何故かリゼさんは苦笑いを浮かべているだけだった。


どうやら今日はリゼさんへ俺の想いを伝えることは難しいらしい……


「だ、旦那!」


 そんな中、男の声が割り込んでくる。

 目の前では目覚めたばかりのラインハルトが俺へ向かって平伏しているのだった。


……まずいことになった。


おそらくラインハルトはこれから俺へ"勇者ノワール"として話しかけてくることだろう。

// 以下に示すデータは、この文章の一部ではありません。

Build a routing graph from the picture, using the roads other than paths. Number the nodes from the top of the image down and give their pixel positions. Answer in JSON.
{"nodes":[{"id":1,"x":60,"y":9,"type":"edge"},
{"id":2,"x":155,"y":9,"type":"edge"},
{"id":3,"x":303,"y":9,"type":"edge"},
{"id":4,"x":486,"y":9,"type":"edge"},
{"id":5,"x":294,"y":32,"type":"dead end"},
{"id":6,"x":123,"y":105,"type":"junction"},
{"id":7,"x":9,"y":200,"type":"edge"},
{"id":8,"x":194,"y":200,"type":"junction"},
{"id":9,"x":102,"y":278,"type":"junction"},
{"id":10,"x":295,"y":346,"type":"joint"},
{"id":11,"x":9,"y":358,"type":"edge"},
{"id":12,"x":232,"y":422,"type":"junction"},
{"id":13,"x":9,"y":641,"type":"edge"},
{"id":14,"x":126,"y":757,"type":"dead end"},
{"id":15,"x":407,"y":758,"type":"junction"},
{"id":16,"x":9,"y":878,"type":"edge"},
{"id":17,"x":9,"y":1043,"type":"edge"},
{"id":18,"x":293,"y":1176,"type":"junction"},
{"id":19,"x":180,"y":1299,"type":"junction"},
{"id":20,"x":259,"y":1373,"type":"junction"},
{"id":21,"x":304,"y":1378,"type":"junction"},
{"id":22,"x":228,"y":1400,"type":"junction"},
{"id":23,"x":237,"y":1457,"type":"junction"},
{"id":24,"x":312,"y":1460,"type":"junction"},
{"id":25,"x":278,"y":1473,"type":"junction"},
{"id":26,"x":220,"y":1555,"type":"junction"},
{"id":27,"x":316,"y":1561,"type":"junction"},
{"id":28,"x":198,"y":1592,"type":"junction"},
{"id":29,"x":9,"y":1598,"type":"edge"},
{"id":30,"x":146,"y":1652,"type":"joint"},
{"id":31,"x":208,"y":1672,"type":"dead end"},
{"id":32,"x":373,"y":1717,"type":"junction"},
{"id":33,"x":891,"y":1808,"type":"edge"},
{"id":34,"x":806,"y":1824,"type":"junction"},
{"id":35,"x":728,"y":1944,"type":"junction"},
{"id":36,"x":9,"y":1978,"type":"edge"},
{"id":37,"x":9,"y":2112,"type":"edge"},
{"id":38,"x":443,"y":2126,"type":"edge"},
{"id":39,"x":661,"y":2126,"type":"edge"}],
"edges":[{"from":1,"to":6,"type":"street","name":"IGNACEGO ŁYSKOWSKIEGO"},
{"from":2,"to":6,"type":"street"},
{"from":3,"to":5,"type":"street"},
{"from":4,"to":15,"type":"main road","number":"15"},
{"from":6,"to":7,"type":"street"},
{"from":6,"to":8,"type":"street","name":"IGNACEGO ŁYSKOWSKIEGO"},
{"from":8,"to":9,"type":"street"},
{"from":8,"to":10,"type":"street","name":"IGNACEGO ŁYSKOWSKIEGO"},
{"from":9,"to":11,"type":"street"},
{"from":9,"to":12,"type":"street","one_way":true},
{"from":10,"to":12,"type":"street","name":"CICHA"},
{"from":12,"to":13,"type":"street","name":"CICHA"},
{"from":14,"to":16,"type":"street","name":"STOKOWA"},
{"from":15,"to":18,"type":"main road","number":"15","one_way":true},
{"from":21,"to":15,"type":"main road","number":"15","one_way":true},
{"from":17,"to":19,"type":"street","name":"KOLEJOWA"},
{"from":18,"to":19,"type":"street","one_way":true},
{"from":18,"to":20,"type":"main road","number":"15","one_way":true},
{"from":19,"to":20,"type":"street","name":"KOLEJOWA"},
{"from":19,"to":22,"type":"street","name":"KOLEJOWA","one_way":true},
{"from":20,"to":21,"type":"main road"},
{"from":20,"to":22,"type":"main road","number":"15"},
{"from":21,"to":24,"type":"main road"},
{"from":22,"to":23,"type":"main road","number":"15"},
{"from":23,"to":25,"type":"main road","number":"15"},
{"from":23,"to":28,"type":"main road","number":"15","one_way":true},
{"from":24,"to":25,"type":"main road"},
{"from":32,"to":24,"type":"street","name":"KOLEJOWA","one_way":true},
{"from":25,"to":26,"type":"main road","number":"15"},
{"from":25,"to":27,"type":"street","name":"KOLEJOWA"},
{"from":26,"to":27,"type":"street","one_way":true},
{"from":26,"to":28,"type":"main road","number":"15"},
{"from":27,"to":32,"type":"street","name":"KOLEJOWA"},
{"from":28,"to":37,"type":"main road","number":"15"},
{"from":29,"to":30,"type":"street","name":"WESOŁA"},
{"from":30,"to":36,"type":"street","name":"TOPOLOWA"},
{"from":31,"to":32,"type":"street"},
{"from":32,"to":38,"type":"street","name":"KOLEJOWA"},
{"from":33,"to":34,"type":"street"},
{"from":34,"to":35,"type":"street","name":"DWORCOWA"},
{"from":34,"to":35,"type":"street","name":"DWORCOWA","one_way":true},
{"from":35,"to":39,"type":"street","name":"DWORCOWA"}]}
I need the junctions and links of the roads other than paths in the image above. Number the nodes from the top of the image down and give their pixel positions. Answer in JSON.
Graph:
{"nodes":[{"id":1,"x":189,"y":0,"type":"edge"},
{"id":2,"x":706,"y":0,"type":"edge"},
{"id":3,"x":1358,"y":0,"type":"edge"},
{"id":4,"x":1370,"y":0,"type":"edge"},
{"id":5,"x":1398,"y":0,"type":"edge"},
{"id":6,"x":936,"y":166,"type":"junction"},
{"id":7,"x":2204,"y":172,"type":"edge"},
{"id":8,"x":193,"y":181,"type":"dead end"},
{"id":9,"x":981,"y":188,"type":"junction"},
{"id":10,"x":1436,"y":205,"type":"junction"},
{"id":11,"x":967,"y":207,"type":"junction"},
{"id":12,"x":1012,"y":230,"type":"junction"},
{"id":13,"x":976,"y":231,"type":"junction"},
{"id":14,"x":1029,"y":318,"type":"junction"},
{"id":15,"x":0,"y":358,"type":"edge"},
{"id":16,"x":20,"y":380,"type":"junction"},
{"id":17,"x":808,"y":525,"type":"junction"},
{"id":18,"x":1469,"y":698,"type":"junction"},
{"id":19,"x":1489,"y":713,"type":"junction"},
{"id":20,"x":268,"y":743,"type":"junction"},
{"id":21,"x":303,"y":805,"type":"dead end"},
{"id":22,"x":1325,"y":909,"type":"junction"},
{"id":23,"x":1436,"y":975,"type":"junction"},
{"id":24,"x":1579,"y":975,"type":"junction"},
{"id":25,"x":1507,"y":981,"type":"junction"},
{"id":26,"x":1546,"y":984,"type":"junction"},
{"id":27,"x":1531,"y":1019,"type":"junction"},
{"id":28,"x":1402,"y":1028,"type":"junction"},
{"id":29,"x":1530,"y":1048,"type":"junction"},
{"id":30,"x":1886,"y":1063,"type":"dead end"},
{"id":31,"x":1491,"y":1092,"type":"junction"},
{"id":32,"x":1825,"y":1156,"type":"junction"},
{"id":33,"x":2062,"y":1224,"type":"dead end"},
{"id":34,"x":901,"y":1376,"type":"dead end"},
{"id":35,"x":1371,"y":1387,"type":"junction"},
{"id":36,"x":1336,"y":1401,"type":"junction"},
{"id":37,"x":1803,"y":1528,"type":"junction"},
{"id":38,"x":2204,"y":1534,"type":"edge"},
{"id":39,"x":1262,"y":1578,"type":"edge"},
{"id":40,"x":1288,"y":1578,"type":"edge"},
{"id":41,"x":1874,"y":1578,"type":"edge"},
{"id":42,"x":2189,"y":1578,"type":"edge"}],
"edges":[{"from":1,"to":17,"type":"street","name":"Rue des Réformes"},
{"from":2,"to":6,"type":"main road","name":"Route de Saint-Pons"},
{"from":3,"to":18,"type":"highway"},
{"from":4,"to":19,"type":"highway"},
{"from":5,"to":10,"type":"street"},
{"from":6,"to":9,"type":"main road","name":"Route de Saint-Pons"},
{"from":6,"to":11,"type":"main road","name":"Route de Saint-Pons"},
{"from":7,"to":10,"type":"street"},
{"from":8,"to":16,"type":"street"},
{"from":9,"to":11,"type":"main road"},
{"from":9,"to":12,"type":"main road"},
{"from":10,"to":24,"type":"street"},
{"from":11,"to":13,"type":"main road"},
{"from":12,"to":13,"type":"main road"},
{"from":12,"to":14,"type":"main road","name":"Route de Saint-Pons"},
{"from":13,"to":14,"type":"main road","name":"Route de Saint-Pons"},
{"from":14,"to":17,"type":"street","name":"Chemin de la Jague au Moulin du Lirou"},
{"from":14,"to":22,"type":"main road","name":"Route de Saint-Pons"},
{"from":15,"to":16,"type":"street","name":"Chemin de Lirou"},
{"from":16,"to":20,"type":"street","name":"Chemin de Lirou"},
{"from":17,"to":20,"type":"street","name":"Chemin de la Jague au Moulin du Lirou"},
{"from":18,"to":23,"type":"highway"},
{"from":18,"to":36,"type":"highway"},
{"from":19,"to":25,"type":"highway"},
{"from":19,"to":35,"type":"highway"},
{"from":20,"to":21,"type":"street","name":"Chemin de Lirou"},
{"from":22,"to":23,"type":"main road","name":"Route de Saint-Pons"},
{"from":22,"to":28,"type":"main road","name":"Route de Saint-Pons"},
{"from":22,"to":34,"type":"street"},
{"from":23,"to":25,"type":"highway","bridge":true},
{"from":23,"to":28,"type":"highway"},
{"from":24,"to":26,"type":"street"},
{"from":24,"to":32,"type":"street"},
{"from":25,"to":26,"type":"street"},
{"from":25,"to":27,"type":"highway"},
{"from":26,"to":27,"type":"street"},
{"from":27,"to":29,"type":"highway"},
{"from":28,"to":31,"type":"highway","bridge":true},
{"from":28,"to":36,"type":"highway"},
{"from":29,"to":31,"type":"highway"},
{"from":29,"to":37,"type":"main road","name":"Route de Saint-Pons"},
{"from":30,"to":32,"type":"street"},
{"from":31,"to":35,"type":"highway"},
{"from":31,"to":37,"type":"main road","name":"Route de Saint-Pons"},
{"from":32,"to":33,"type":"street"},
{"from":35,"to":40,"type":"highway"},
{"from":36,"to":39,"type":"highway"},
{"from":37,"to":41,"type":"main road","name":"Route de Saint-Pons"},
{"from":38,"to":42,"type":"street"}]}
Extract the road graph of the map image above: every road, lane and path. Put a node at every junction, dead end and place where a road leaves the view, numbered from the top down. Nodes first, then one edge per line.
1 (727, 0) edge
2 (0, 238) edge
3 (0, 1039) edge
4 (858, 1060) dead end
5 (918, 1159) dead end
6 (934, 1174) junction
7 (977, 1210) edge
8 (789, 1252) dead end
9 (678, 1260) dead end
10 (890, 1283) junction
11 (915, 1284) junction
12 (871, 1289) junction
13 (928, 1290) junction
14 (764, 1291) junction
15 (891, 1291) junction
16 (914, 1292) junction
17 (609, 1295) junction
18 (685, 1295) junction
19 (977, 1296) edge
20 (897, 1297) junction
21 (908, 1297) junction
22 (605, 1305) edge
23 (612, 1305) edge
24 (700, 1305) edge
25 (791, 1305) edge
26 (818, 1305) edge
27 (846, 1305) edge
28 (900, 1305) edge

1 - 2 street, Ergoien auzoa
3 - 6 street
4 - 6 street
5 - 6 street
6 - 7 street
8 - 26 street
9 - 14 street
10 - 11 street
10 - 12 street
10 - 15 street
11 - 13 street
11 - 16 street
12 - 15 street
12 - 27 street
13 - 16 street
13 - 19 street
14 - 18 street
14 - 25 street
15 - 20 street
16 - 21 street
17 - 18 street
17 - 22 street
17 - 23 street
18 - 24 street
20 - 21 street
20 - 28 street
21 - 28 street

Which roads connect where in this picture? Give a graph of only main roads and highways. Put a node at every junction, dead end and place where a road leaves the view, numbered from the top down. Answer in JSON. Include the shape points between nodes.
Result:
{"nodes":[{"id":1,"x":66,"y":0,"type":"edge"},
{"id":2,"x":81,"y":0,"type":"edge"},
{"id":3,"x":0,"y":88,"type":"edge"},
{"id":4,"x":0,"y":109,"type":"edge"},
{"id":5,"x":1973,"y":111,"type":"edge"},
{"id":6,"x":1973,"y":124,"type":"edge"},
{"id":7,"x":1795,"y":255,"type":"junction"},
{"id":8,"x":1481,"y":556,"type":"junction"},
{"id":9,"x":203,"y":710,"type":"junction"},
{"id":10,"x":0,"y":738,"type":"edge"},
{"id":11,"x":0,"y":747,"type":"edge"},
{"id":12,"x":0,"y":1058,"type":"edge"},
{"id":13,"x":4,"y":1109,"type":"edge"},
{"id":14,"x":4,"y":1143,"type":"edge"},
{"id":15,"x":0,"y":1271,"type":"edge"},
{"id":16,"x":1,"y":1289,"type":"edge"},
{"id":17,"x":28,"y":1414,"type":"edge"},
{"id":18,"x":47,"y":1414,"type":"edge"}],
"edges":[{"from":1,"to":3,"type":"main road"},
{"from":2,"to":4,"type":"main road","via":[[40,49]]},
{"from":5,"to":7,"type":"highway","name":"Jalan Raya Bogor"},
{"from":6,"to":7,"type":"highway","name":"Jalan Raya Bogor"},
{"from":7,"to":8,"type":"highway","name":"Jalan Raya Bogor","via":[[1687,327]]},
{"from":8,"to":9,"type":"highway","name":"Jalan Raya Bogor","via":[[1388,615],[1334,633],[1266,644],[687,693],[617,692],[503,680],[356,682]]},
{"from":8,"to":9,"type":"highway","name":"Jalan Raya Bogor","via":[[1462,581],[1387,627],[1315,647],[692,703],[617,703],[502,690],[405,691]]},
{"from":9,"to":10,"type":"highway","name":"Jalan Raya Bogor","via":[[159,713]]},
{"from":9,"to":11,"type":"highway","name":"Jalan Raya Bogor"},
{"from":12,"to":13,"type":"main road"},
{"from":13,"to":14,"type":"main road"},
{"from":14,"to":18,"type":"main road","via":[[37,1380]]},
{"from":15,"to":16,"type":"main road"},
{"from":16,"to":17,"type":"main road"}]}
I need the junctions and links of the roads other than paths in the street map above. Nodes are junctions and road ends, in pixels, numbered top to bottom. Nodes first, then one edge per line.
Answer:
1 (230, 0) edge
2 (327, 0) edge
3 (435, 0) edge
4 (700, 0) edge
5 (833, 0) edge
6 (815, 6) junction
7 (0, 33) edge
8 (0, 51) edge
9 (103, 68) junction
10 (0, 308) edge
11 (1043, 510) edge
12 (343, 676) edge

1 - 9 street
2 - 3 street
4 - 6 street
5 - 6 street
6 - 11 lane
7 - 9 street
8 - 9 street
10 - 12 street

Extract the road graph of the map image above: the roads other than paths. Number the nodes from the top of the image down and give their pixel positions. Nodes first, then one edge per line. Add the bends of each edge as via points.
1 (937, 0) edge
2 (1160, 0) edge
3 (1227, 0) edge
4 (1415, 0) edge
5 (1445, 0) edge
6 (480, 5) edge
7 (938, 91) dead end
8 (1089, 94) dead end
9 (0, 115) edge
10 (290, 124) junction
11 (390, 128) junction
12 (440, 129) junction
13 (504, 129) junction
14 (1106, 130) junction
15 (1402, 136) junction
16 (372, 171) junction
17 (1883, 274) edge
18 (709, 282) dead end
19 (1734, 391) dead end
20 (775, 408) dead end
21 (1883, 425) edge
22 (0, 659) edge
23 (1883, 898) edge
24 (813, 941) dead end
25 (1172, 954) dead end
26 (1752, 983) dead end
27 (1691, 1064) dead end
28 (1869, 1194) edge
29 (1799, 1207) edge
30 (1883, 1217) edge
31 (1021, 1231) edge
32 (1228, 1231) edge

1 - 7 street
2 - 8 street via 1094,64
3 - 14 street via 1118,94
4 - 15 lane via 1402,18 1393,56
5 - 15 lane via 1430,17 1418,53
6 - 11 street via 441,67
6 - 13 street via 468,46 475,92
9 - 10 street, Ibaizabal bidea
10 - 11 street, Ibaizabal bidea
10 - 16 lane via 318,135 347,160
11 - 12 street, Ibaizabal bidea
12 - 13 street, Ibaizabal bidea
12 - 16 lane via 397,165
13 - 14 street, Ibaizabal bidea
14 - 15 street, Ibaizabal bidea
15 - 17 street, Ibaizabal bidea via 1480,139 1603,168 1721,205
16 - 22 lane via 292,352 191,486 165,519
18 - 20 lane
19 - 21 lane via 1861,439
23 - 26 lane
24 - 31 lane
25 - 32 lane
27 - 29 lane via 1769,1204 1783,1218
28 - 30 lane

三姫士やリゼさんはまだしも、ここには他の人たちもいる。


まだ俺の正体を知られるわけには行かない。


それに……


「誰だ、お前は?」


「お、俺ですよ! わ、忘れちまったんですかい!?」


「……ああ、たしか君は勇者一行のラインハルト、だったか? 魔物に囚われるとは情けないやつめ」


「っ……」


「見ず知らずの俺よりも、お前にはもっと話さねばならぬ相手がいるはずだ」


すでにラインハルトは武器を抜いた憲兵隊に取り囲まれている。

どうやら憲兵隊は、今回の事件のことを詳しく聞きたいらしい。


「……すんません……どうやら人違いだったみたいです」


「……」


「今更だけど、どうしても謝りたい人にアンタが似ていてそれで……」


そう言ってラインハルトは立ち上がり、おとなしく両手を差し出した。

憲兵隊は彼の両腕へ、あらゆる魔法やスキルを封じる手錠をかけたのだった。


「色々とご迷惑をおかけして、申し訳ありませんでした……被害が拡大する前に、こうして止めてくれてありがとうございました……」


ラインハルトは憲兵隊に鎖を引かれ、歩きだす。

そんな彼の背中へ、俺は「待て!」と声をかけた。


「……これは最後の分岐点だ。己を変えるか、それともそのまま滅びの道を辿るか、どちらかの……だが、その前にしっかりと勤めは果たせ!」


「……」


「そして選ぶんだ! 自分の正しいと思う未来を。まだお前ならばやり直せる!」


「……うっす。ありがとうございます、名前も知らない冒険者さん。頑張ります……!」


これからラインハルトへは、今回の件に関する厳しい尋問が待っていることだろう。

そして冒険者としても、これでお終いなのは明白だった。

それでも憲兵隊へ連れて行かれるラインハルトの様子は、心なしか軽やかになったように見えたのだった。